Quercetin mitigates scopolamine-induced memory dysfunction: impact on oxidative stress and cholinergic mechanisms.

Despite the promising neuroprotective activities of quercetin (QT), its' effect on cholinergic neurotransmission needs further elucidation. In this study, we explored the impact of QT on oxidative stress and cholinergic neurotransmission with emphasis on the possible involvement of choline acetyltransferase (ChAT) as a potential mechanism of QT on memory function at the hippocampal sub-regions and prefrontal cortex of mice brains.
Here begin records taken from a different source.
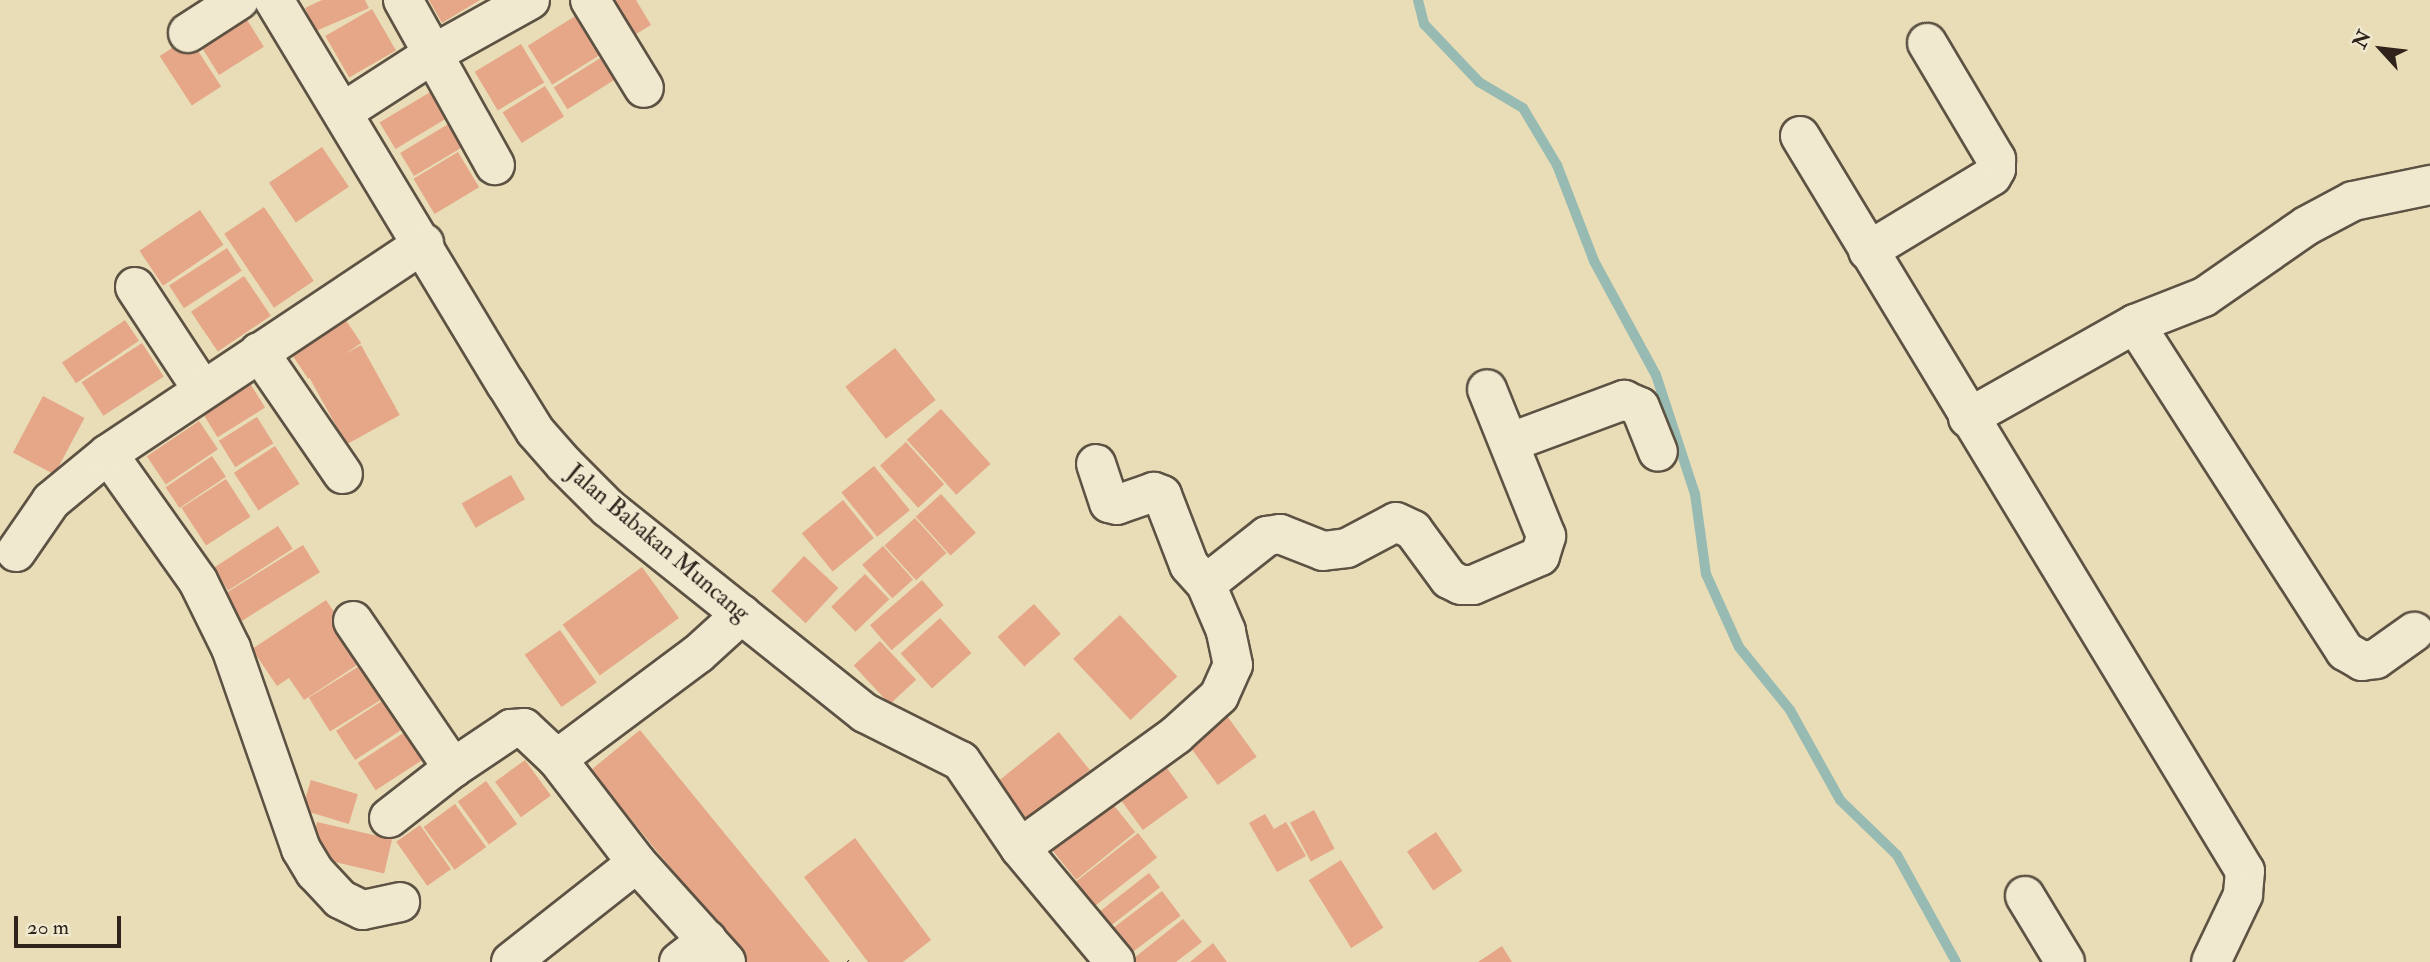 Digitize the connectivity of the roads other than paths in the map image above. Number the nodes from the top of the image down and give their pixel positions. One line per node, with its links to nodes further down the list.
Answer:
1 (239, 0): 6 (street)
2 (274, 0): 10 (street, Jalan Babakan Muncang)
3 (402, 0): 8 (street)
4 (530, 0): 8 (street)
5 (590, 0): 9 (street)
6 (188, 33)
7 (1927, 43): 15 (street)
8 (433, 54): 10 (street); 12 (street)
9 (644, 88)
10 (343, 112): 14 (street, Jalan Babakan Muncang)
11 (1800, 136): 15 (street)
12 (495, 165)
13 (2430, 184): 17 (street)
14 (424, 243): 18 (street); 29 (street, Jalan Babakan Muncang)
15 (1868, 251): 21 (street)
16 (135, 287): 19 (street)
17 (2135, 324): 21 (street); 31 (street)
18 (260, 352): 19 (street); 26 (street)
19 (202, 389): 24 (street)
20 (1487, 390): 22 (street)
21 (1968, 418): 43 (street)
22 (1511, 442): 23 (street); 28 (street)
23 (1658, 452)
24 (108, 454): 27 (street); 38 (street)
25 (1096, 464): 28 (street)
26 (343, 474)
27 (16, 552)
28 (1206, 584): 35 (street)
29 (742, 614): 32 (street); 35 (street, Jalan Babakan Muncang)
30 (354, 621): 33 (street)
31 (2414, 632)
32 (557, 759): 33 (street); 36 (street)
33 (453, 768): 34 (street)
34 (389, 818)
35 (1020, 848): 41 (street, Jalan Babakan Muncang)
36 (637, 863): 39 (street); 40 (street)
37 (2025, 896): 42 (street)
38 (400, 902)
39 (704, 955)
40 (511, 962)
41 (1115, 962)
42 (2065, 962)
43 (2211, 962)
Mice were administered orally with QT (12.5 and 25 mg/kg) alone or in combination with SC (3 mg/kg, intraperitoneally) once daily for seven consecutive days. Thirty minutes after the last treatment, memory function was assessed using the Y-maze test. Levels of biomarkers of oxidative stress and acetylcholinesterase (AChE) activity were determined using a microplate reader. ChAT activity was determined by immunohistochemistry. QT pretreatment enhanced memory performance and reversed scopolamine (SC)-induced memory impairment in the Y-maze test. QT also reduced malondialdehyde and nitrite levels in mice brains. Glutathione levels were increased in mice brains as a result of QT administration. Levels of antioxidant enzymes (superoxide dismutase and catalase) were significantly increased in the mice brains, but AChE activity was reduced by QT. The activity of ChAT was significantly enhanced by QT in the hippocampal sub-regions and the prefrontal cortex of the mice brains. This study has shown that QT mitigated SC-induced memory dysfunction by inhibiting oxidative stress and AChE activity. Also, QT enhanced ChAT activity, particularly in the hippocampal sub-regions and the prefrontal cortex. These mechanisms, may be possible means through which QT improves memory performance.